Stored items:
_ _ _ _ _ _ _
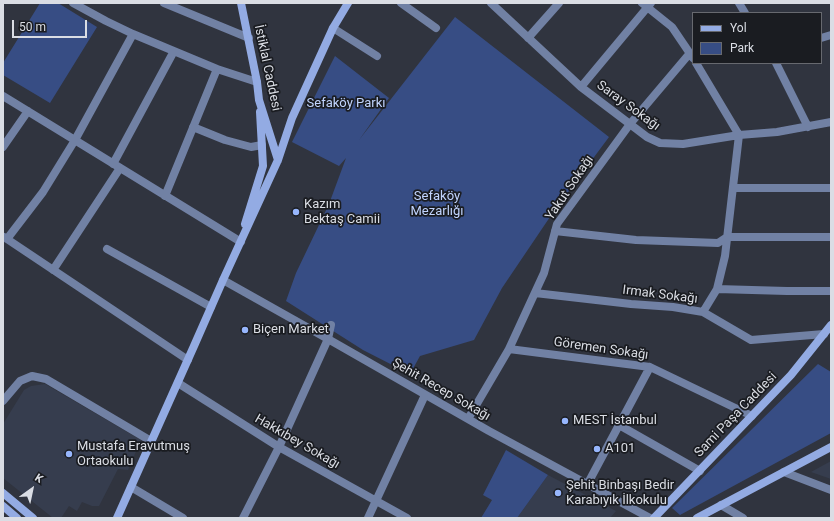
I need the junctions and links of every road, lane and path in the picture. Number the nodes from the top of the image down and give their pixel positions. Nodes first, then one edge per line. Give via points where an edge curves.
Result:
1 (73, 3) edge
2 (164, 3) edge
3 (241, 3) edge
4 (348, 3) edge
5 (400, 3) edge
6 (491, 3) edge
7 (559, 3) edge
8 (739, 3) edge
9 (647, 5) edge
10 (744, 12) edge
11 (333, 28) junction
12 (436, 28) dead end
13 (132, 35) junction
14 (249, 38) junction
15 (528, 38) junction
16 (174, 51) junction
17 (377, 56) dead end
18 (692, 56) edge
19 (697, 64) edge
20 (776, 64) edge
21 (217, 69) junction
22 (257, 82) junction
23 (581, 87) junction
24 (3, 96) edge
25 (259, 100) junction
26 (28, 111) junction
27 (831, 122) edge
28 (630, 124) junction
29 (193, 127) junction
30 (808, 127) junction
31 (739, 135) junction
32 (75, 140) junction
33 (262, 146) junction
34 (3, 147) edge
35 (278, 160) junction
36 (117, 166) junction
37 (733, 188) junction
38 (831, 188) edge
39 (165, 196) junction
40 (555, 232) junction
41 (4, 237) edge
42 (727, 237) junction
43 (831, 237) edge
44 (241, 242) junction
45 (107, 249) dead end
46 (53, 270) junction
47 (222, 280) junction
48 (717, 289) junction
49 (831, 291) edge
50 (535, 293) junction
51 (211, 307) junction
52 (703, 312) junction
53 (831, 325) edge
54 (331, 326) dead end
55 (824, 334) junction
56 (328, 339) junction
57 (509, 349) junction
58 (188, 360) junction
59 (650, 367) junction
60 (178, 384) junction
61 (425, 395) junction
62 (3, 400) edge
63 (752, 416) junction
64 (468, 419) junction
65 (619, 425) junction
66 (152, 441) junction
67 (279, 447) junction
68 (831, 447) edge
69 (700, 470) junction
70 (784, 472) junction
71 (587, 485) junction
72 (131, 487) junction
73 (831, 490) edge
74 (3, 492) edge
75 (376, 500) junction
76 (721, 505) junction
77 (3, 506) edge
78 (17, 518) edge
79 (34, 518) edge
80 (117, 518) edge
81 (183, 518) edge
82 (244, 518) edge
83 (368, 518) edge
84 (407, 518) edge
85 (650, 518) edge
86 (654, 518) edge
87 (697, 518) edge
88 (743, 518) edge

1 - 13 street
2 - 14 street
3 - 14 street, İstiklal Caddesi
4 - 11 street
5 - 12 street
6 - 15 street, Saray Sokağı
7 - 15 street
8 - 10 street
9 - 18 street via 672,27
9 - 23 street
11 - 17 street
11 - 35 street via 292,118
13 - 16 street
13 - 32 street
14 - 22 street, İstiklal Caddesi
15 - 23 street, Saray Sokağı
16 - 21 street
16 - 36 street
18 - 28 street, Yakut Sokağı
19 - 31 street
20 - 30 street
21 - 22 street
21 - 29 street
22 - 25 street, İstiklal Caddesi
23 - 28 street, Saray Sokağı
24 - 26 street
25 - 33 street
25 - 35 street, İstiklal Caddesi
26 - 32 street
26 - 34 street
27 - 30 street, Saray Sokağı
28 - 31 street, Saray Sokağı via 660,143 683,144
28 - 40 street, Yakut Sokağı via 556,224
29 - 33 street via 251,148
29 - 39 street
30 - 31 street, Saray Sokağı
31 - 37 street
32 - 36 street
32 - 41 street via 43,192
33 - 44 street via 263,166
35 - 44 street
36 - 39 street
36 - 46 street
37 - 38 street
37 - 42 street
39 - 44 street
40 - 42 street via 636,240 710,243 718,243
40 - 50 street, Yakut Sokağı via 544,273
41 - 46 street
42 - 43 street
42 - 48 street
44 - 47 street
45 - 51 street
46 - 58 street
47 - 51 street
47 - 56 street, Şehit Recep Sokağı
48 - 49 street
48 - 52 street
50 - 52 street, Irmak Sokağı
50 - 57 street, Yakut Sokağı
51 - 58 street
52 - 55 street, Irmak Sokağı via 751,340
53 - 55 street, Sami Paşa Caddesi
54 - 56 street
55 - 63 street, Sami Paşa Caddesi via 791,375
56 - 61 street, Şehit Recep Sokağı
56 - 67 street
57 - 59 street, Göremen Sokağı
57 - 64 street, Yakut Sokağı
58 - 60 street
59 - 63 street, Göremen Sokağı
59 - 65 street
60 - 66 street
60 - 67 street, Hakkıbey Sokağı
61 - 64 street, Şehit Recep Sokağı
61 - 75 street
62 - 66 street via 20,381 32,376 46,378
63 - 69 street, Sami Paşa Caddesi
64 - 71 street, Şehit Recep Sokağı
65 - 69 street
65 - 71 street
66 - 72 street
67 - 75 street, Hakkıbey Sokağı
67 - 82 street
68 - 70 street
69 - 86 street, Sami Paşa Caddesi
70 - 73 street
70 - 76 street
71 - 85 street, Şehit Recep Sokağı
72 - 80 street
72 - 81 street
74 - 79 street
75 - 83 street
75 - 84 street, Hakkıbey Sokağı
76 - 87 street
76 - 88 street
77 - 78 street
_ _ _ _ _ _ _
- TASK TO CARRY OUT -
Set down each of the records precisely, leaving any pictures behind.

- EXERCISE RESULT -
I need the junctions and links of every road, lane and path in the picture. Number the nodes from the top of the image down and give their pixel positions. Nodes first, then one edge per line. Give via points where an edge curves.
Result:
1 (73, 3) edge
2 (164, 3) edge
3 (241, 3) edge
4 (348, 3) edge
5 (400, 3) edge
6 (491, 3) edge
7 (559, 3) edge
8 (739, 3) edge
9 (647, 5) edge
10 (744, 12) edge
11 (333, 28) junction
12 (436, 28) dead end
13 (132, 35) junction
14 (249, 38) junction
15 (528, 38) junction
16 (174, 51) junction
17 (377, 56) dead end
18 (692, 56) edge
19 (697, 64) edge
20 (776, 64) edge
21 (217, 69) junction
22 (257, 82) junction
23 (581, 87) junction
24 (3, 96) edge
25 (259, 100) junction
26 (28, 111) junction
27 (831, 122) edge
28 (630, 124) junction
29 (193, 127) junction
30 (808, 127) junction
31 (739, 135) junction
32 (75, 140) junction
33 (262, 146) junction
34 (3, 147) edge
35 (278, 160) junction
36 (117, 166) junction
37 (733, 188) junction
38 (831, 188) edge
39 (165, 196) junction
40 (555, 232) junction
41 (4, 237) edge
42 (727, 237) junction
43 (831, 237) edge
44 (241, 242) junction
45 (107, 249) dead end
46 (53, 270) junction
47 (222, 280) junction
48 (717, 289) junction
49 (831, 291) edge
50 (535, 293) junction
51 (211, 307) junction
52 (703, 312) junction
53 (831, 325) edge
54 (331, 326) dead end
55 (824, 334) junction
56 (328, 339) junction
57 (509, 349) junction
58 (188, 360) junction
59 (650, 367) junction
60 (178, 384) junction
61 (425, 395) junction
62 (3, 400) edge
63 (752, 416) junction
64 (468, 419) junction
65 (619, 425) junction
66 (152, 441) junction
67 (279, 447) junction
68 (831, 447) edge
69 (700, 470) junction
70 (784, 472) junction
71 (587, 485) junction
72 (131, 487) junction
73 (831, 490) edge
74 (3, 492) edge
75 (376, 500) junction
76 (721, 505) junction
77 (3, 506) edge
78 (17, 518) edge
79 (34, 518) edge
80 (117, 518) edge
81 (183, 518) edge
82 (244, 518) edge
83 (368, 518) edge
84 (407, 518) edge
85 (650, 518) edge
86 (654, 518) edge
87 (697, 518) edge
88 (743, 518) edge

1 - 13 street
2 - 14 street
3 - 14 street, İstiklal Caddesi
4 - 11 street
5 - 12 street
6 - 15 street, Saray Sokağı
7 - 15 street
8 - 10 street
9 - 18 street via 672,27
9 - 23 street
11 - 17 street
11 - 35 street via 292,118
13 - 16 street
13 - 32 street
14 - 22 street, İstiklal Caddesi
15 - 23 street, Saray Sokağı
16 - 21 street
16 - 36 street
18 - 28 street, Yakut Sokağı
19 - 31 street
20 - 30 street
21 - 22 street
21 - 29 street
22 - 25 street, İstiklal Caddesi
23 - 28 street, Saray Sokağı
24 - 26 street
25 - 33 street
25 - 35 street, İstiklal Caddesi
26 - 32 street
26 - 34 street
27 - 30 street, Saray Sokağı
28 - 31 street, Saray Sokağı via 660,143 683,144
28 - 40 street, Yakut Sokağı via 556,224
29 - 33 street via 251,148
29 - 39 street
30 - 31 street, Saray Sokağı
31 - 37 street
32 - 36 street
32 - 41 street via 43,192
33 - 44 street via 263,166
35 - 44 street
36 - 39 street
36 - 46 street
37 - 38 street
37 - 42 street
39 - 44 street
40 - 42 street via 636,240 710,243 718,243
40 - 50 street, Yakut Sokağı via 544,273
41 - 46 street
42 - 43 street
42 - 48 street
44 - 47 street
45 - 51 street
46 - 58 street
47 - 51 street
47 - 56 street, Şehit Recep Sokağı
48 - 49 street
48 - 52 street
50 - 52 street, Irmak Sokağı
50 - 57 street, Yakut Sokağı
51 - 58 street
52 - 55 street, Irmak Sokağı via 751,340
53 - 55 street, Sami Paşa Caddesi
54 - 56 street
55 - 63 street, Sami Paşa Caddesi via 791,375
56 - 61 street, Şehit Recep Sokağı
56 - 67 street
57 - 59 street, Göremen Sokağı
57 - 64 street, Yakut Sokağı
58 - 60 street
59 - 63 street, Göremen Sokağı
59 - 65 street
60 - 66 street
60 - 67 street, Hakkıbey Sokağı
61 - 64 street, Şehit Recep Sokağı
61 - 75 street
62 - 66 street via 20,381 32,376 46,378
63 - 69 street, Sami Paşa Caddesi
64 - 71 street, Şehit Recep Sokağı
65 - 69 street
65 - 71 street
66 - 72 street
67 - 75 street, Hakkıbey Sokağı
67 - 82 street
68 - 70 street
69 - 86 street, Sami Paşa Caddesi
70 - 73 street
70 - 76 street
71 - 85 street, Şehit Recep Sokağı
72 - 80 street
72 - 81 street
74 - 79 street
75 - 83 street
75 - 84 street, Hakkıbey Sokağı
76 - 87 street
76 - 88 street
77 - 78 street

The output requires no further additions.